Pour nous, la plus grosse priorité est de créer un réseau avec les différentes organisations et paroisses à New Malden pour aider les enfants de nord-coréens à apprendre le coréen, par exemple. Nous voulons pouvoir aider les réfugiés à trouver la bonne organisation en fonction de leurs besoin : il y a plus de 600 nord-coréens à New Malden et beaucoup d’entre eux peuvent profiter de services annexes aux nôtres, notamment pour trouver un emploi ou un médecin.
Après avoir passé du temps au Royaume-Uni, quel est le rapport des nord-coréens à leur pays d’origine ?

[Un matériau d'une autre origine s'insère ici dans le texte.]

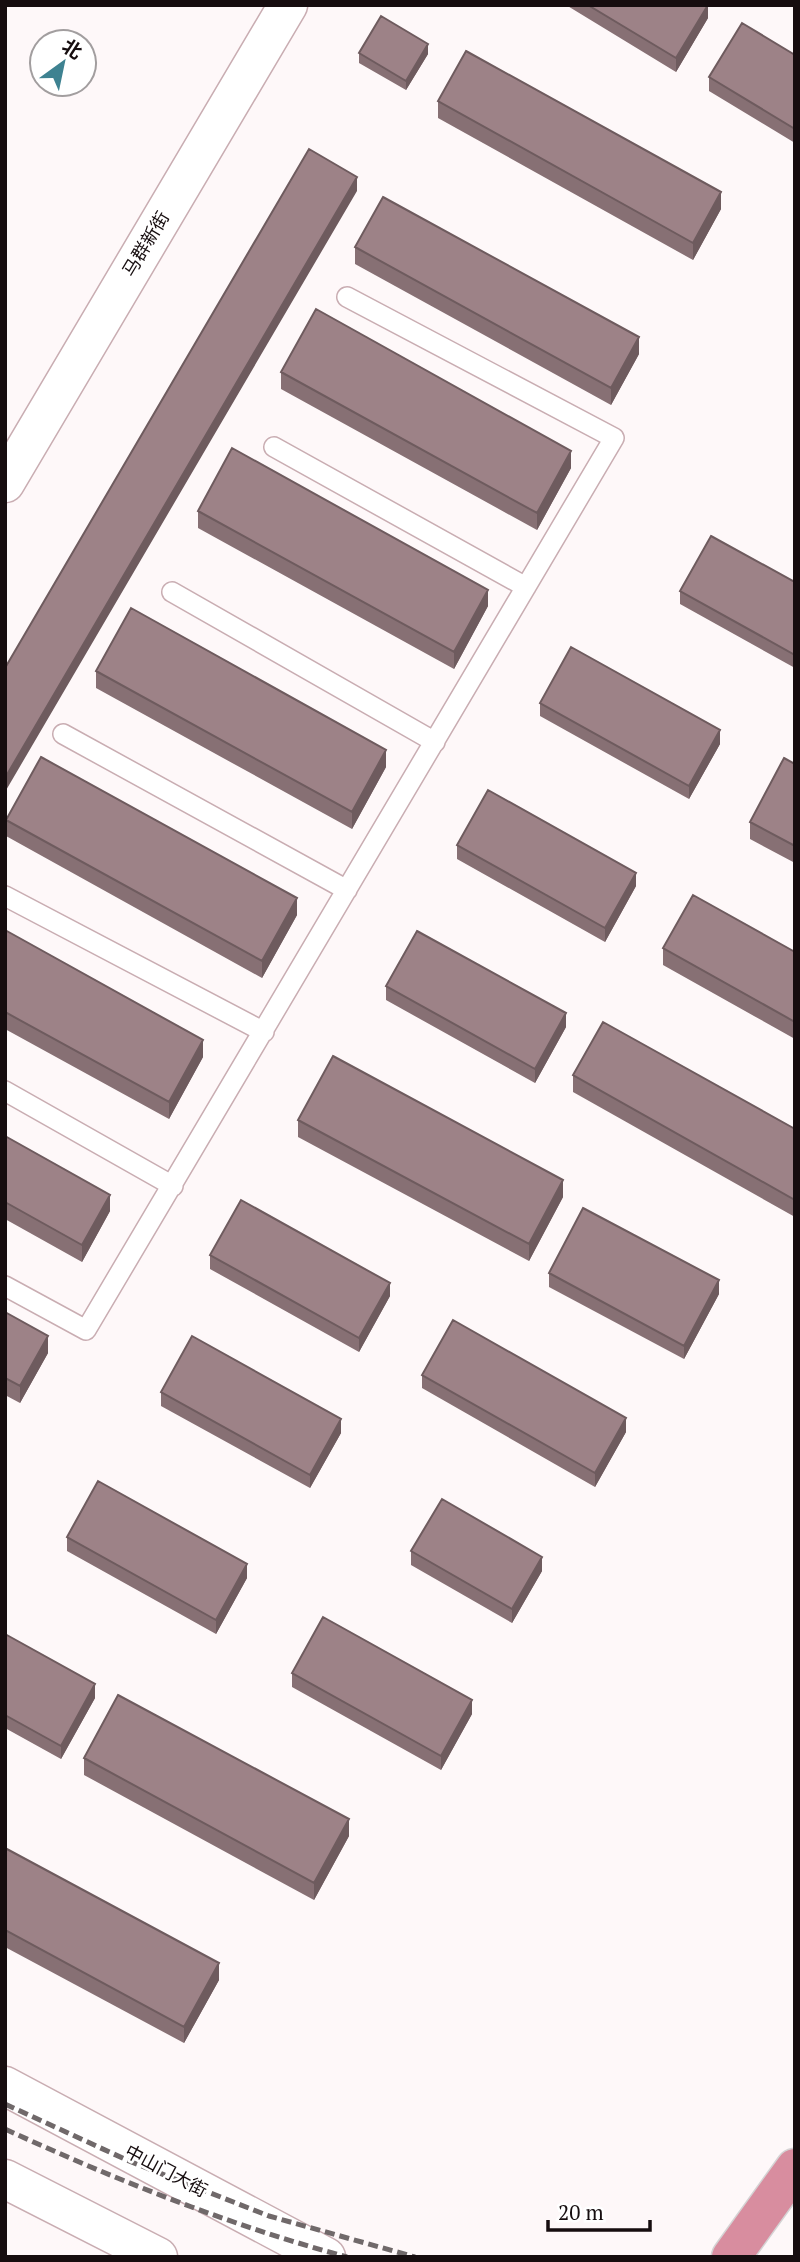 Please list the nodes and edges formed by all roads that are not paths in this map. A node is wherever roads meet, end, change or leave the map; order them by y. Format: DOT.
graph roads {
  1 [pos="288,5"];
  2 [pos="347,297"];
  3 [pos="274,447"];
  4 [pos="5,482"];
  5 [pos="526,587"];
  6 [pos="172,592"];
  7 [pos="63,734"];
  8 [pos="435,741"];
  9 [pos="347,890"];
  10 [pos="5,896"];
  11 [pos="264,1032"];
  12 [pos="5,1091"];
  13 [pos="173,1186"];
  14 [pos="5,1286"];
  15 [pos="5,2086"];
  16 [pos="795,2168"];
  17 [pos="5,2179"];
  18 [pos="158,2257"];
  19 [pos="326,2257"];
  20 [pos="731,2257"];
  1 -- 4 [label="main road, 马群新街"];
  2 -- 5 [label="lane"];
  3 -- 5 [label="lane"];
  5 -- 8 [label="lane"];
  6 -- 8 [label="lane"];
  7 -- 9 [label="lane"];
  8 -- 9 [label="lane"];
  9 -- 11 [label="lane"];
  10 -- 11 [label="lane"];
  11 -- 13 [label="lane"];
  12 -- 13 [label="lane"];
  13 -- 14 [label="lane"];
  15 -- 19 [label="main road, 中山门大街"];
  16 -- 20 [label="highway"];
  17 -- 18 [label="main road"];
}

La réponse est quasiment unanime : ils veulent rentrer en Corée du Nord ! Ils attendent juste que la situation change pour pouvoir retourner chez eux, et nous essayons de leur donner les clés pour fonder une société une fois que le changement aura eu lieu.
Penser que les Corées vont être réunifiées et que cela va tout régler est une vision trop utopique, et nous considérons que notre responsabilité est d’aussi d’assurer un futur aux réfugiés qui nous demandent de l’aide. La difficulté est de savoir comment préparer tous ces réfugiés pour la reconstruction de leur pays, et cela passe surtout par un apprentissage de nouvelles compétences. Si la Corée du Nord s’effondrait aujourd’hui, il serait très difficile de reconstruire le pays. Plus de trente mille réfugiés sont non-qualifiés, et nous devons leur donner les clés pour devenir les administrateurs, infirmiers, docteurs et enseignants de demain.